Icahn acquired 6.8 million shares of Fannie and 5.7 million shares of Freddie from Fairholme Funds, court records show. Investor Bruce Berkowtiz of Fairholme also invested early on in the GSEs, and heavily.

Icahn, the billionaire investor head of Icahn Enterprises is known for buying big stakes in companies and then pushing for fundamental management change.

Icahn made the purchases March 11, when both stocks were down – Fannie down 31% and Freddie down 27%.

(Click on the two images below to see where the stocks listed March 11.)

This latest $50 million buy-in puts Icahn on the side of consumer advocate Ralph Nader, CapWealth Advisor CEO Tim Pagliara and dozens of GSE shareholders from 20 states.

The shareholders want recapitalization and their shares before any GSE reform, and only after that should various reform measures be considered.

That’s the position of Pagliara’s Investors Unite.

Investors Unite opposes the current terms of Fannie and Freddie’s bailout agreement with the government.
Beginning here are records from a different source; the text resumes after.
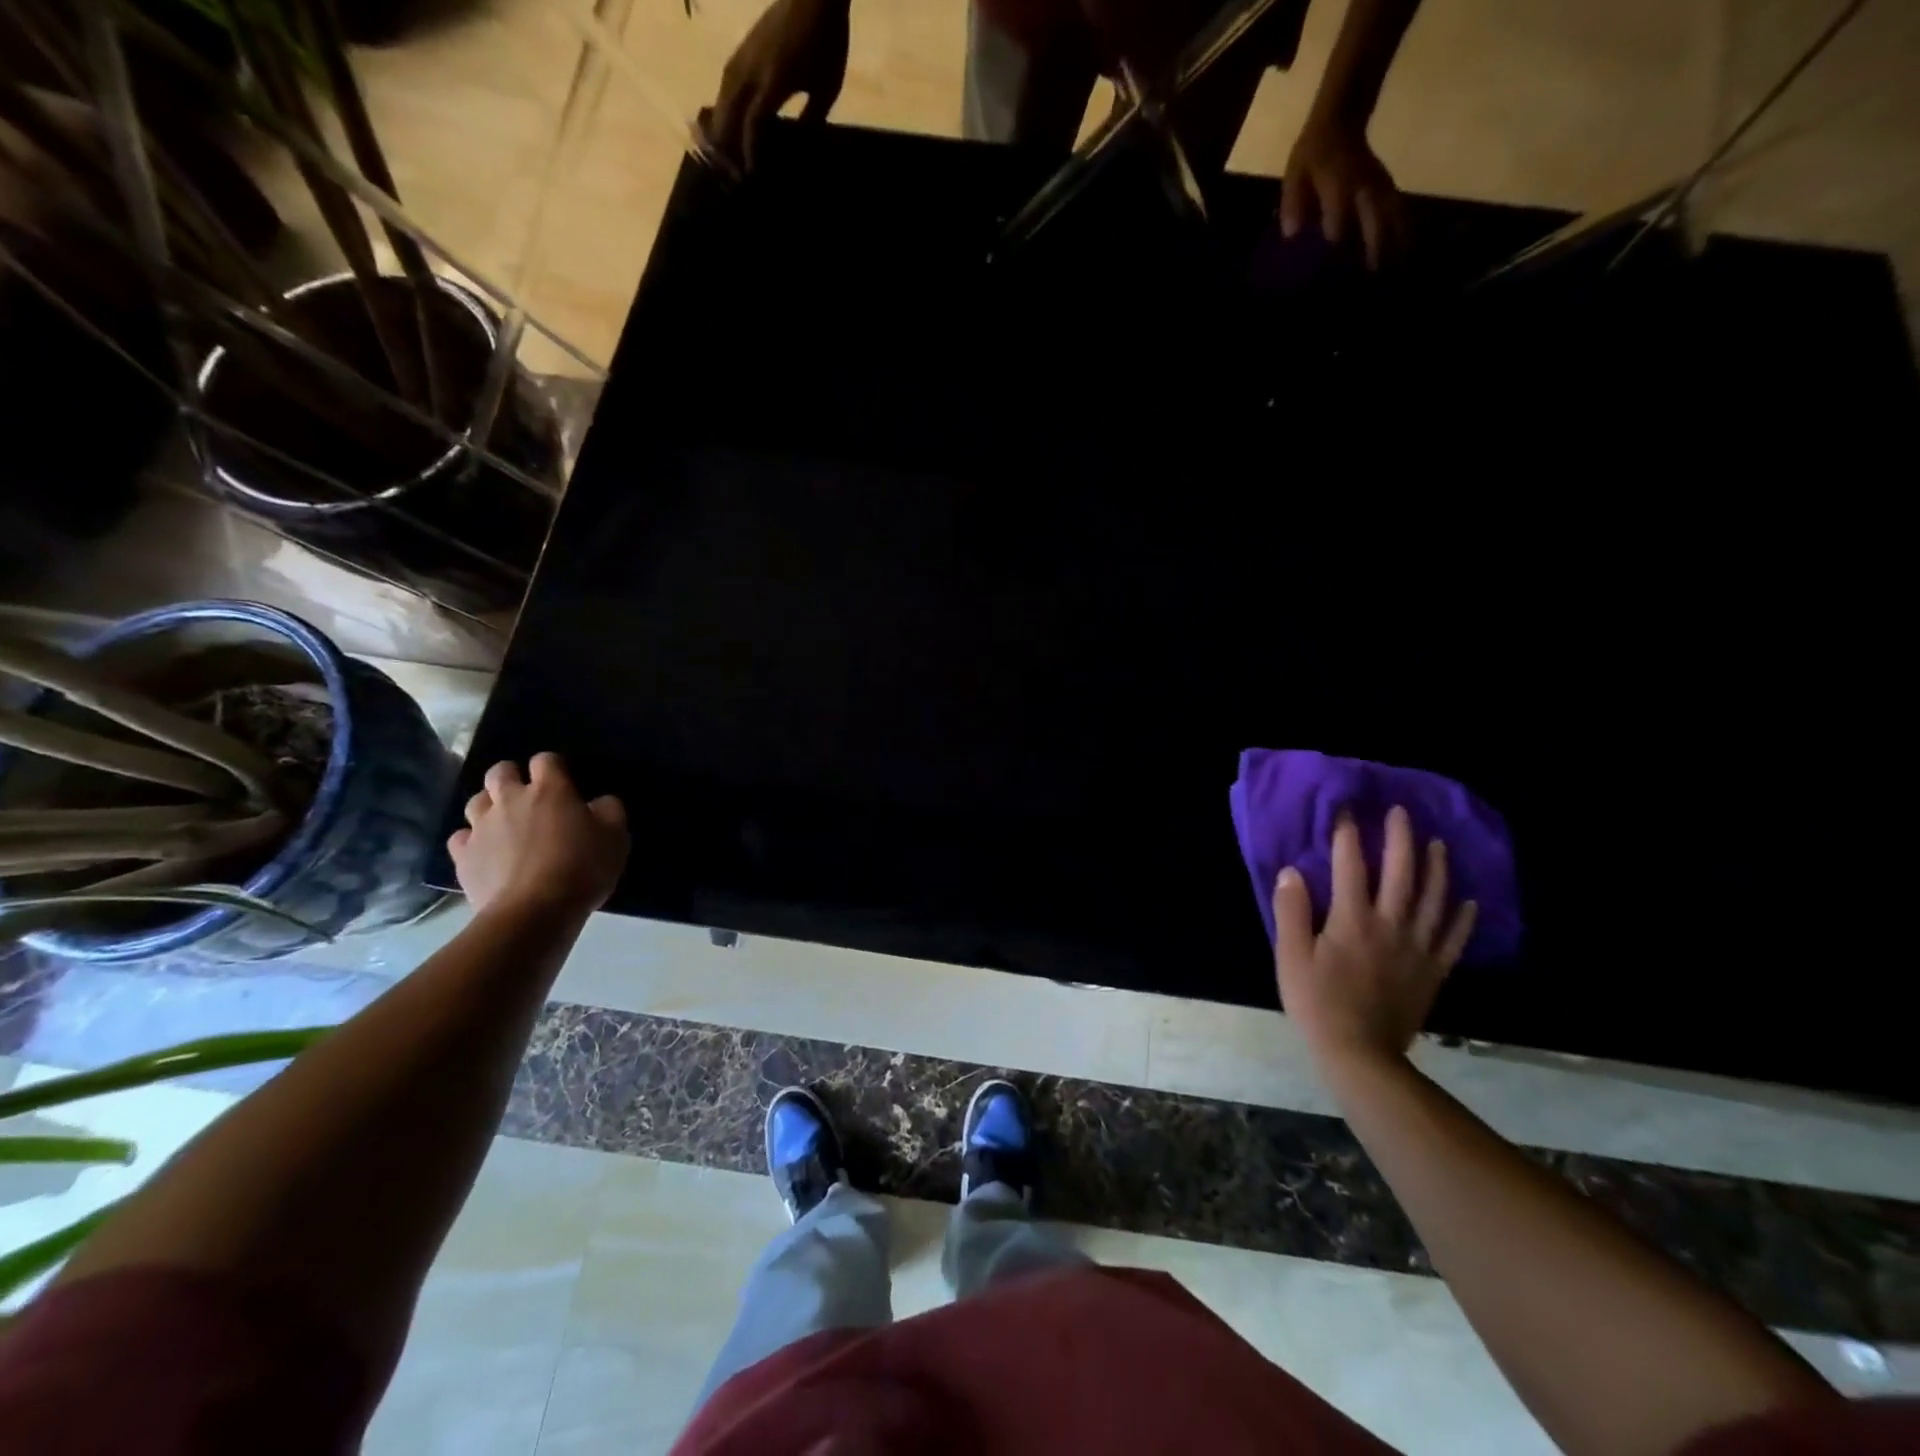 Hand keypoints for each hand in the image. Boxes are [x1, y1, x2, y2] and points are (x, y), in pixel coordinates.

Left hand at [448, 753, 628, 919]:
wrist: (535, 911)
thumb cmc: (582, 868)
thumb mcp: (616, 837)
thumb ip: (609, 810)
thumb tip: (599, 802)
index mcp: (550, 790)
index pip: (546, 760)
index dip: (553, 766)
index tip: (563, 780)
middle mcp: (511, 800)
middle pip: (500, 771)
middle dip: (511, 776)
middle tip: (527, 794)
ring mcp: (482, 827)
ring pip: (476, 801)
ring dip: (489, 805)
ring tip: (504, 822)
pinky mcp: (463, 856)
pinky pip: (461, 837)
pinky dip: (471, 839)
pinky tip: (484, 850)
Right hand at [709, 0, 850, 171]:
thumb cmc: (826, 43)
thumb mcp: (826, 90)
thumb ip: (811, 120)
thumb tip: (799, 146)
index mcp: (773, 82)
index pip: (753, 125)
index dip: (750, 152)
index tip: (752, 175)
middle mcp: (751, 69)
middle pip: (728, 113)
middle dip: (728, 144)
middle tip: (731, 171)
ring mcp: (744, 55)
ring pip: (722, 96)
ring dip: (721, 125)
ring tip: (722, 149)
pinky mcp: (743, 48)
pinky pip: (726, 81)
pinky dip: (724, 104)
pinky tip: (727, 118)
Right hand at [1273, 806, 1475, 1069]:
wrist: (1359, 1054)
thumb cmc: (1317, 1002)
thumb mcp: (1290, 956)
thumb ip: (1291, 911)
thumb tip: (1292, 871)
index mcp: (1352, 919)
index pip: (1349, 865)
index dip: (1347, 834)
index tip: (1346, 809)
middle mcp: (1390, 924)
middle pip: (1401, 872)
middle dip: (1400, 838)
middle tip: (1401, 812)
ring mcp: (1417, 948)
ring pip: (1433, 898)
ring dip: (1436, 867)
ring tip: (1437, 843)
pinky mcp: (1433, 971)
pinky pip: (1453, 939)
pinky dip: (1463, 918)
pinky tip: (1469, 901)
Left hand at [1280, 118, 1406, 270]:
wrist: (1341, 119)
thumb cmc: (1313, 154)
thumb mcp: (1295, 175)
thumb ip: (1293, 204)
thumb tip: (1291, 234)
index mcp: (1340, 188)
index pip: (1340, 229)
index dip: (1337, 257)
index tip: (1335, 283)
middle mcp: (1366, 190)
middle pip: (1375, 229)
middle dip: (1374, 262)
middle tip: (1372, 291)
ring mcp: (1382, 189)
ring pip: (1395, 223)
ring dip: (1396, 252)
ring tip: (1397, 280)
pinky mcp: (1391, 190)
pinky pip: (1402, 215)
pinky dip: (1405, 236)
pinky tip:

After Fannie Mae and Freddie Mac were bailed out during the financial crisis and placed into conservatorship, all profits were directed back to the U.S. Treasury.

Now that the full measure of the bailout has been paid back, investors who were put on hold want their stake and rights protected.

In doing this, Icahn is joining an investor campaign against a federal bureaucracy that has nationalized mortgages for the most part.

These investors believe that the government acted outside its aegis and powers when it made Fannie and Freddie remit its near monopolistic profits to the Treasury.